DİYARBAKIR - Bem-Bir-Sen Diyarbakır İl Başkanı İbrahim Gökdemir yaptığı açıklamada, Elazığ`da, Kutlu Doğum Haftası, Mekke`nin Fethi Gecesi, Filistin`de şehit olanlar için gıyabi cenaze namazı kılınması gibi faaliyetleri gerekçesiyle İhya Der gönüllüsü 19 kişiye 150 yıl hapis cezası verilmesine tepki gösterdi.

 

Malatya 3. Ağır Ceza mahkemesinin 14 Ocak 2010 tarihinde Elazığ İhya-Der`ın "Kutlu Doğum Haftası, Mekke`nin Fethi Gecesi, Filistin`de şehit olanlar için gıyabi cenaze namazı kılınması," etkinlikleri tertiplemesi ve katılımı nedeniyle İhya-Der yöneticileri ve üyelerinden oluşan 19 kişiye toplam 150 yıl hapis cezasının Yargıtay 9. Ağır Ceza Dairesi tarafından onandığını anımsatan Gökdemir, yargının bu kararının, halkının yüzde 98`ini oluşturan Müslüman ve mütedeyyin kesimin günlük dini ibadetlerinin bile cezalandırıldığını gösterdiğini söyledi.

 

Gökdemir, "Kamu adına yargılama yetkisini elinde bulunduran yargı mercilerinin günlük mutad dini faaliyetlerini sürdüren ve toplumun tüm bireylerini kapsayan özgür dini faaliyetlerini içeren etkinlikleri suç görmesi ve bunları en ağır bir şekilde cezalandırması, halkına karşı yabancılaşan ve ötekileşen bir tutum ile topyekûn düşman muamelesi ve tehdit unsuru olarak görmesi içler acısı bir durumdur." dedi.

 

Elazığ İhya-Der`in bu güne kadar yasadışı hiçbir faaliyette bulunmadığının, şiddet ve terörden uzak, halka hizmeti esasa alan bir ilke ile çalıştığının altını çizen Gökdemir, "Legal çalışmayı ilke edinen, başta fakirlik ve cehaletle mücadeleyi esas alan kurum ve kişilerin hedef alınması, derneklere illegal örgüt, dernek üyesi olarak faaliyet yürüten kişilere de terörist muamelesi yapılması hukuki hiçbir kritere uymamaktadır.

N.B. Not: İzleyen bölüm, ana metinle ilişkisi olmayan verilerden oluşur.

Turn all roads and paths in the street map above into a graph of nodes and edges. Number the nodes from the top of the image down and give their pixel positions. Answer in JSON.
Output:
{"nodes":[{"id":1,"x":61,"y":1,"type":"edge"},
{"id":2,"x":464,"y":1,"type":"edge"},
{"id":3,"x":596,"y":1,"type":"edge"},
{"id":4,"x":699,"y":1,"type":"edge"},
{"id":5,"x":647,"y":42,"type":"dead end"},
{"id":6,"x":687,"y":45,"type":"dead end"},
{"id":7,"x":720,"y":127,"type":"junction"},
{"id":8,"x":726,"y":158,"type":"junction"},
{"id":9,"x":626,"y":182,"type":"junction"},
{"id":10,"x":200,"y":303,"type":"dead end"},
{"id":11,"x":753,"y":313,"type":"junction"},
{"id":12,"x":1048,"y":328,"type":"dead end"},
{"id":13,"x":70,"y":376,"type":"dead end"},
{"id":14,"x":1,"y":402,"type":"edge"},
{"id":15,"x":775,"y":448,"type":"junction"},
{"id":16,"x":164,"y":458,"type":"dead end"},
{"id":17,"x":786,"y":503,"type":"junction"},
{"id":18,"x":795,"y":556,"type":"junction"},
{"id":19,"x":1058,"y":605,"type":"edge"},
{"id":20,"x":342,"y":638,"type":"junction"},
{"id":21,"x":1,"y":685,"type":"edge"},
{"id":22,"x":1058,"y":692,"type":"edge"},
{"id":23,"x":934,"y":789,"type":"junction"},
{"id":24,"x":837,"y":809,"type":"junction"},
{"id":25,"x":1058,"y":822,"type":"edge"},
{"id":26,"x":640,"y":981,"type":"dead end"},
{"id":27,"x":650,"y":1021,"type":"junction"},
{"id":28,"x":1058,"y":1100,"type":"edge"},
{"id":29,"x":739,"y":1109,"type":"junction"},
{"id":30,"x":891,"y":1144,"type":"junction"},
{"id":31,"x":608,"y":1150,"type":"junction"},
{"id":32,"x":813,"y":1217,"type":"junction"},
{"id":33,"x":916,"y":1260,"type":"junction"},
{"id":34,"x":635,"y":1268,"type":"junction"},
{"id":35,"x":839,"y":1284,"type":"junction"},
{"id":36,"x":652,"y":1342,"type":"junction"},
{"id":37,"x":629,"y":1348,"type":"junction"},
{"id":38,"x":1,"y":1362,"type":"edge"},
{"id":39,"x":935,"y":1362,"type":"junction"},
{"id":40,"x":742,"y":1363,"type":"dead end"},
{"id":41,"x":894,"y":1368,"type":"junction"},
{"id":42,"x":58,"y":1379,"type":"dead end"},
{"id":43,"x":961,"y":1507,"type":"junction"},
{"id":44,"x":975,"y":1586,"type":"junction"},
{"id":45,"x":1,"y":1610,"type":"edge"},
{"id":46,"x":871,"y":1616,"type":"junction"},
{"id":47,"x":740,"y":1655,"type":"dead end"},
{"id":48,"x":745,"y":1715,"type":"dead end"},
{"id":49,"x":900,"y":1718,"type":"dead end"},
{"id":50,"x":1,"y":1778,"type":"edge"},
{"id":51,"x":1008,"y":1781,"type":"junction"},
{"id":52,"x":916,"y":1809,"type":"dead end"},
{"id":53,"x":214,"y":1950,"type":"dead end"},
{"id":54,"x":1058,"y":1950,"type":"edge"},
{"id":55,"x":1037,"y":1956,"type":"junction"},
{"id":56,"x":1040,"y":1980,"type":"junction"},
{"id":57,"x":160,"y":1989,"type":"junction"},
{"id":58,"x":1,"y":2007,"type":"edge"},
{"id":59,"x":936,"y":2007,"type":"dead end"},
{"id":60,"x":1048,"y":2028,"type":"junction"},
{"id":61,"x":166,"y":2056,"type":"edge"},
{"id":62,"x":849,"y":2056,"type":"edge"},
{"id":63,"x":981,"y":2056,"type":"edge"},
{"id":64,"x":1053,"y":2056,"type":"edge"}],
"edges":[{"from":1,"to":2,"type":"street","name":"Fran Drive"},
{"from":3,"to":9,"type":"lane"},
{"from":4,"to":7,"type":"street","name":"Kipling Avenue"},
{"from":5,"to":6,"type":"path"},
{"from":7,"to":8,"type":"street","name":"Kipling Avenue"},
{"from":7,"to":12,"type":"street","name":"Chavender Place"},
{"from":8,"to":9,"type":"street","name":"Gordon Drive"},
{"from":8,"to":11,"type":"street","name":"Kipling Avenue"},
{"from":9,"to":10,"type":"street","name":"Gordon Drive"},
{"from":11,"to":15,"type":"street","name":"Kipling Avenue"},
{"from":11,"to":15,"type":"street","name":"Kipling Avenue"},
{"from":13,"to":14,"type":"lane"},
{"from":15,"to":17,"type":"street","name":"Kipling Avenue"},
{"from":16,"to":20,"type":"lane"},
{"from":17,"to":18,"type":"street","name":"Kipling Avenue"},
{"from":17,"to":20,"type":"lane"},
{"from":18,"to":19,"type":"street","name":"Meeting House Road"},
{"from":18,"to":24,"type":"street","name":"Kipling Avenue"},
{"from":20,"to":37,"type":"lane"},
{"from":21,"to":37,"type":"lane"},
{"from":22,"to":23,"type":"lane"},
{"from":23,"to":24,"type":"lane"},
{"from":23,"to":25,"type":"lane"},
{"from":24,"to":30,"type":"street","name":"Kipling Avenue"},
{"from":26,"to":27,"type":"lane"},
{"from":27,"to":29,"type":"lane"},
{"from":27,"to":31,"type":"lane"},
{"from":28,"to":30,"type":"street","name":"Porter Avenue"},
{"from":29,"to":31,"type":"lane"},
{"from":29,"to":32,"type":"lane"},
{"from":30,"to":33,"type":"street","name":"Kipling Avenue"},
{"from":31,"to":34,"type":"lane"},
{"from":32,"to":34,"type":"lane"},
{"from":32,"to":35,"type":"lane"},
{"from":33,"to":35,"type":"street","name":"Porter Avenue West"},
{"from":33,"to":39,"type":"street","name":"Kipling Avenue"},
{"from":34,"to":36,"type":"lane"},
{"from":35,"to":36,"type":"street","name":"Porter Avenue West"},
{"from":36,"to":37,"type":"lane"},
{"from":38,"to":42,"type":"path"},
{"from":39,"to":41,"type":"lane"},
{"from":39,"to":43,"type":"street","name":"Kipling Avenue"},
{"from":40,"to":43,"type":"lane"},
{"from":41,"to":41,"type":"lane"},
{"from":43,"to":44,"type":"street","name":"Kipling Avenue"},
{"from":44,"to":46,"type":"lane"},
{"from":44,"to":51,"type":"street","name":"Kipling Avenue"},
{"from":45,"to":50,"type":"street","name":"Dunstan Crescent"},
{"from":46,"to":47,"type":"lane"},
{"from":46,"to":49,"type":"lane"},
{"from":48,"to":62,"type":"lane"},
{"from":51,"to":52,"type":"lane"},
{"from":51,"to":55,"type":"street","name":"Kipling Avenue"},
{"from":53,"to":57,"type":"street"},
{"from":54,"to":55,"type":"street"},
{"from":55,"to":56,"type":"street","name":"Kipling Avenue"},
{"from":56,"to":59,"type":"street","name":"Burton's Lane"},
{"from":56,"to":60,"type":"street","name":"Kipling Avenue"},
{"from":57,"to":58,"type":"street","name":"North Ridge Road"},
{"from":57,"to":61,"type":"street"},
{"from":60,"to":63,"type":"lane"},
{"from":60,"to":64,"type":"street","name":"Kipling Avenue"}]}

Hukukta ucube karar niteliğindedir." ifadelerini kullandı.

 

"Bu Karar, Hukukun Genel Kaideleriyle Örtüşmemektedir"
Gökdemir, "TC yargı sisteminin, bu tür keyfiliklerine, zorlama yorumlarına alışık olmamıza rağmen bu tutumun hukukun genel kaideleriyle hiçbir biçimde bağdaştırılamayacağını bir kez daha ortaya koymuştur. Kanunların bu şekilde keyfi yorumlanması ve insanlara bu kadar basit gerekçelerle ağır cezalar verilmesi hukuk devletinin değil, olsa olsa yargı oligarşisinin hâkimiyetinin göstergesidir."dedi.

 

Yargı kurumlarının bir taraftan "Demokratik açılım" çerçevesinde, dağdan inen silahlı örgüt elemanlarını topluma kazandırma adı altında hukuk ve yargıyı adeta ayaklarına götürdüğünü ifade eden Gökdemir, öte taraftan halkın dini hassasiyetlerini korumayı ilke edinen kesimlere en ağır cezai müeyyidelerin reva görmesinin hukukun çifte standarda dönüştüğünün göstergesi olduğunu söyledi.

 

"Bu Hukuksuzluğa Seyirci Kalındıkça Aynı Uygulama Diğer STK`lara da Sirayet Edecektir"
Elazığ İhya Der`ın karşılaştığı bu hukuk faciasının, bölgemizde faaliyet sürdürmekte olan benzeri İslami Sivil Toplum Kuruluşlarına yönelik uygulanan hukuksuzluk örneklerinden sadece biri olduğunu belirten Gökdemir, "Bu hukuksuzluk karşısında sessiz kalındığı sürece aynı uygulama ülkenin diğer bölgelerine faaliyet göstermekte olan duyarlı diğer sivil toplum kuruluşlarına da sirayet edecektir. Bu hukuksuzluk emsal teşkil etmeden bir an önce sivil toplum kuruluşları acilen yeni anayasa çalışmalarında "STK`larınn legal faaliyetlerini yasadışı terör örgütleri kategorisine koyan TCK`nin 220. maddesi" yargının keyfi uygulamalarına fırsat tanımayacak bir şekilde yeniden düzenlenmesi için acil önlemler alınmalı ve kaldırılması için siyasiler nezdinde baskı oluşturulmalıdırlar." ifadelerini kullandı.

 

Gökdemir, "Bu bağlamda; başta İhya-Der yönetici ve üyeleri ile diğer Sivil Toplum Kuruluşlarına sindirme ve korkutma amaçlı yapılan her türlü baskı, ayrımcılık ve hukuksuzluğa karşı yanlarında olduğumuzu belirtir, yargının keyfi ve tarafgir tutumunu kınıyoruz." dedi.